## DATA EXTRACTS
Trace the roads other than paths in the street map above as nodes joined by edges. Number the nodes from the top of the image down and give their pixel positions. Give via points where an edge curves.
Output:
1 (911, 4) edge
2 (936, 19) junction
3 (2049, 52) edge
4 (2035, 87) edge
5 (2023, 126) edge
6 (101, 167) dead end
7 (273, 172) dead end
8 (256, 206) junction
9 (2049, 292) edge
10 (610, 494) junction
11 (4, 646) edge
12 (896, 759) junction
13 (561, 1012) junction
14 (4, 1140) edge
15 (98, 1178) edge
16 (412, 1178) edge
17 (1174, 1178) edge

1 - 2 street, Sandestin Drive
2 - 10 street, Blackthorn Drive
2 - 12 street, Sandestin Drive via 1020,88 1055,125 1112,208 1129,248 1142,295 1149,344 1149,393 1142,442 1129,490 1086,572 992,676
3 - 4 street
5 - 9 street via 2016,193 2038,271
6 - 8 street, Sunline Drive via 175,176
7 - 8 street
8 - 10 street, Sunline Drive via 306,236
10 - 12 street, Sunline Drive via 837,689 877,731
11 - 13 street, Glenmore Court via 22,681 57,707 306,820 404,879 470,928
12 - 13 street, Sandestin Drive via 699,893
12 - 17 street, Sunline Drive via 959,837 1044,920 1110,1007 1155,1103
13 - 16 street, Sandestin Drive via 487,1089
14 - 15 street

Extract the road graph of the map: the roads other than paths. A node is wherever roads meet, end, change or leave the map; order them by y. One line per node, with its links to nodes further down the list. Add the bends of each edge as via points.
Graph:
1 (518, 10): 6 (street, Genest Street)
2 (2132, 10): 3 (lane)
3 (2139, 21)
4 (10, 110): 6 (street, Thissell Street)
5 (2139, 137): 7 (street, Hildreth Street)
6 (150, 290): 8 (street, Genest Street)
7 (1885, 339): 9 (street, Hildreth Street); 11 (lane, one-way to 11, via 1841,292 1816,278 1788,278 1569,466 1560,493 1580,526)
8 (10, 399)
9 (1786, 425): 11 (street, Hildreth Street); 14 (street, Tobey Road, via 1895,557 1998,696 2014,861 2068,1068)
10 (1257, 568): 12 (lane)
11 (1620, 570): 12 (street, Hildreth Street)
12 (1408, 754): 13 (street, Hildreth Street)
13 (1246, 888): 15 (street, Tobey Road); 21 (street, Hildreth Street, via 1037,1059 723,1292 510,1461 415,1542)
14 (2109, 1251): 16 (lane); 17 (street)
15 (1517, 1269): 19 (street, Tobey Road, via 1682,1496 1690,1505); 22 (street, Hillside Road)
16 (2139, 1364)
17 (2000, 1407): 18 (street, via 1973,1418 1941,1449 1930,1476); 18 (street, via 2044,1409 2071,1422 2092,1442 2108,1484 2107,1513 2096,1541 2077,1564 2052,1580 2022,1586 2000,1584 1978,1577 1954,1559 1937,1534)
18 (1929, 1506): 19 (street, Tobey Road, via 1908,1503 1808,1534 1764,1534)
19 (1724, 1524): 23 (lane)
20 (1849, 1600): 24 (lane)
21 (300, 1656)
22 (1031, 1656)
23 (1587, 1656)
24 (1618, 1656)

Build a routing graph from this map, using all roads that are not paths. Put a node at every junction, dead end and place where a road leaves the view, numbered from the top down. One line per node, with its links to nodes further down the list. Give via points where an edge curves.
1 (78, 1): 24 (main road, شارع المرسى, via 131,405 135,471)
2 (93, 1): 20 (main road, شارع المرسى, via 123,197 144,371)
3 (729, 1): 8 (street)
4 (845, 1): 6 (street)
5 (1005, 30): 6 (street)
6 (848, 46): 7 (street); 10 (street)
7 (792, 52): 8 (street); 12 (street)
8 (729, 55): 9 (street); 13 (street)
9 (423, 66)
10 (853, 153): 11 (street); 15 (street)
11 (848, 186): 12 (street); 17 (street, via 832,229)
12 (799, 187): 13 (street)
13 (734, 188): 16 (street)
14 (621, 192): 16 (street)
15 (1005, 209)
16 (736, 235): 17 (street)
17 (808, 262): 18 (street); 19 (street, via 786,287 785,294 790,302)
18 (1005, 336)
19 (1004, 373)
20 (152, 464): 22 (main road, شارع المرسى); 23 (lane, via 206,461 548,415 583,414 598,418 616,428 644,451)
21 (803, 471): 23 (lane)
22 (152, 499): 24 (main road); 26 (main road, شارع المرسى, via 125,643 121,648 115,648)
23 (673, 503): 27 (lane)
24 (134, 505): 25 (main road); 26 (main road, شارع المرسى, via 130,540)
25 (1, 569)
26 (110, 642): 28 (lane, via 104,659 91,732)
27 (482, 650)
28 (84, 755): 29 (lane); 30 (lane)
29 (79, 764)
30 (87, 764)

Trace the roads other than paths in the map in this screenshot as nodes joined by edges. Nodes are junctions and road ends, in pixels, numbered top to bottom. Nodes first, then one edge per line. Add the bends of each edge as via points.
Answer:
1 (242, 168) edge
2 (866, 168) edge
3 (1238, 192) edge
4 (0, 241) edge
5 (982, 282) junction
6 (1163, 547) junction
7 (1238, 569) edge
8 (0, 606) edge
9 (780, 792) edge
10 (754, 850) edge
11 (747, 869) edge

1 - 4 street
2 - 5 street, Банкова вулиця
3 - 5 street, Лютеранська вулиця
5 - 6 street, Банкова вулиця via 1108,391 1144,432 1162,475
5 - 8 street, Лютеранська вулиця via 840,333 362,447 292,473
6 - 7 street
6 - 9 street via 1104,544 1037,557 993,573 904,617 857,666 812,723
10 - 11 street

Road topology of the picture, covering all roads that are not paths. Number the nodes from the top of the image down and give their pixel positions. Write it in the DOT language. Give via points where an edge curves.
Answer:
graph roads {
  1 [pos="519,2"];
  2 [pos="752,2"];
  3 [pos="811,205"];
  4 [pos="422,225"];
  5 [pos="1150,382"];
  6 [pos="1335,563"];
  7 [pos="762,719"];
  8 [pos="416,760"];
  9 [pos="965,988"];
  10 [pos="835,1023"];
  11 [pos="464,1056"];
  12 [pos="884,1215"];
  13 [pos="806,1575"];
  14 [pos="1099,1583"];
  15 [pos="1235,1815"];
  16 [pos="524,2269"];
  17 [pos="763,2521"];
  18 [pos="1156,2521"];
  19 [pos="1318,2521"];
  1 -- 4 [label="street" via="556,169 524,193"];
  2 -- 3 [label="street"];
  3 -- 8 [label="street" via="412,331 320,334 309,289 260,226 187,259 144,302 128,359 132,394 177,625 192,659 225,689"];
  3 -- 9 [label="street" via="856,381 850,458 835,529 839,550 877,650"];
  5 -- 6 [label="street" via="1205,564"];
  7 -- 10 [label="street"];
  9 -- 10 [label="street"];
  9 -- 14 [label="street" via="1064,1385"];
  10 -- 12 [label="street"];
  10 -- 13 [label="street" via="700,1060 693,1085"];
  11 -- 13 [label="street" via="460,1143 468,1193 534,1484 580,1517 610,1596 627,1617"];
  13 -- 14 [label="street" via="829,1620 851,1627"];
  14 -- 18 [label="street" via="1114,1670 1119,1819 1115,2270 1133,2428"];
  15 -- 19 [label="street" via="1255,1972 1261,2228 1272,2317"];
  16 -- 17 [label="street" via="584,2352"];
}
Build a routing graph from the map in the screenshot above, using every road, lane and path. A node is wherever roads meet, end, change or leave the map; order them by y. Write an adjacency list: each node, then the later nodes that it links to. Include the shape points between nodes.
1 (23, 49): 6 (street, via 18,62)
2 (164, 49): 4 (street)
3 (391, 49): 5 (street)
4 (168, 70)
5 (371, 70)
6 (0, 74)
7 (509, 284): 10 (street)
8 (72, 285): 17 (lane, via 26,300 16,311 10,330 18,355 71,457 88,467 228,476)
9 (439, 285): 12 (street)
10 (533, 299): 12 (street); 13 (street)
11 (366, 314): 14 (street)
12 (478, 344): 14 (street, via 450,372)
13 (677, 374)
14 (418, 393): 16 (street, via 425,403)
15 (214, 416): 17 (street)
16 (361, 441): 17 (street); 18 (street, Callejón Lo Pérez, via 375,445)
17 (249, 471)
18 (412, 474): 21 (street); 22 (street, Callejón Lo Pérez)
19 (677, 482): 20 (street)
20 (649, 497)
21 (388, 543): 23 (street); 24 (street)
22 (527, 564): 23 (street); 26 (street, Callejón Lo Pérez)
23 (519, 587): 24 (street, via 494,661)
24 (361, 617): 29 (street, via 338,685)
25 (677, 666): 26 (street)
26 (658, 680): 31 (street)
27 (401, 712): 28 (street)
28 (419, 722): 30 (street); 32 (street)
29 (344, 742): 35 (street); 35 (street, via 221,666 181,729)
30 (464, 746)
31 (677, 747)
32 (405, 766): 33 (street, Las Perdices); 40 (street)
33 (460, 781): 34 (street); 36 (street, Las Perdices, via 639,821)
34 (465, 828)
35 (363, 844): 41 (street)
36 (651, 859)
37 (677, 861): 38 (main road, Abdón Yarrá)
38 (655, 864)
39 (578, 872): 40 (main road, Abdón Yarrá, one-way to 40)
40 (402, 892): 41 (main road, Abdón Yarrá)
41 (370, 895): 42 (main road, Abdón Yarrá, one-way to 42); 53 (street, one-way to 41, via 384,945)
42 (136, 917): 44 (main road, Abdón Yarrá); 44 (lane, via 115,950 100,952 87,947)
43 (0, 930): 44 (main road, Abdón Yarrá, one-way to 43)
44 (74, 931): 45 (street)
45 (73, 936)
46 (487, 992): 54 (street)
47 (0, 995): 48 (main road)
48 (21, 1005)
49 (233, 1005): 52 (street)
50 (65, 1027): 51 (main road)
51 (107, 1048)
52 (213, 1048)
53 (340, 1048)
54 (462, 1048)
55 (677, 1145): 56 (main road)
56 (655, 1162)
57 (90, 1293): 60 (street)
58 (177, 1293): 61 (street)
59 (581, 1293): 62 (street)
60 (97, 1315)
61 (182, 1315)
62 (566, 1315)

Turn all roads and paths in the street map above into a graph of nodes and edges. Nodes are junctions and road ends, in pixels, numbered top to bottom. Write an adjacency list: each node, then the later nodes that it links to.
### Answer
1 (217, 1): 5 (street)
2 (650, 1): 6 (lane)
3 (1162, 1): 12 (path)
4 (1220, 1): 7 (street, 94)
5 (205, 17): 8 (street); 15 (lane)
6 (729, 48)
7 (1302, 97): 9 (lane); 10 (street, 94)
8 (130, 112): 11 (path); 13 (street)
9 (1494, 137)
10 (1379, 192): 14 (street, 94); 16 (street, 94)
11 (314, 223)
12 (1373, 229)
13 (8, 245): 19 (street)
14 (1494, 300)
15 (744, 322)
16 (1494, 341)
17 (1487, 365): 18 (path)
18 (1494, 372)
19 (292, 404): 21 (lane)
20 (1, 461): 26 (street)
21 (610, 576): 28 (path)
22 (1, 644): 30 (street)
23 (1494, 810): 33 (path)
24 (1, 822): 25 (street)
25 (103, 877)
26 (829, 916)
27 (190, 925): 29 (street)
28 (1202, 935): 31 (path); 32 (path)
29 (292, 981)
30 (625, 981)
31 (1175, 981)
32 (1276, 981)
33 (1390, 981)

## WHAT THE EXERCISE ASKS
Your answer should be each line from the entries that includes the string "image".

## ANSWER SECTION
Trace the roads other than paths in the street map above as nodes joined by edges. Number the nodes from the top of the image down and give their pixel positions. Give via points where an edge curves.
Road topology of the picture, covering all roads that are not paths. Number the nodes from the top of the image down and give their pixel positions. Write it in the DOT language. Give via points where an edge curves.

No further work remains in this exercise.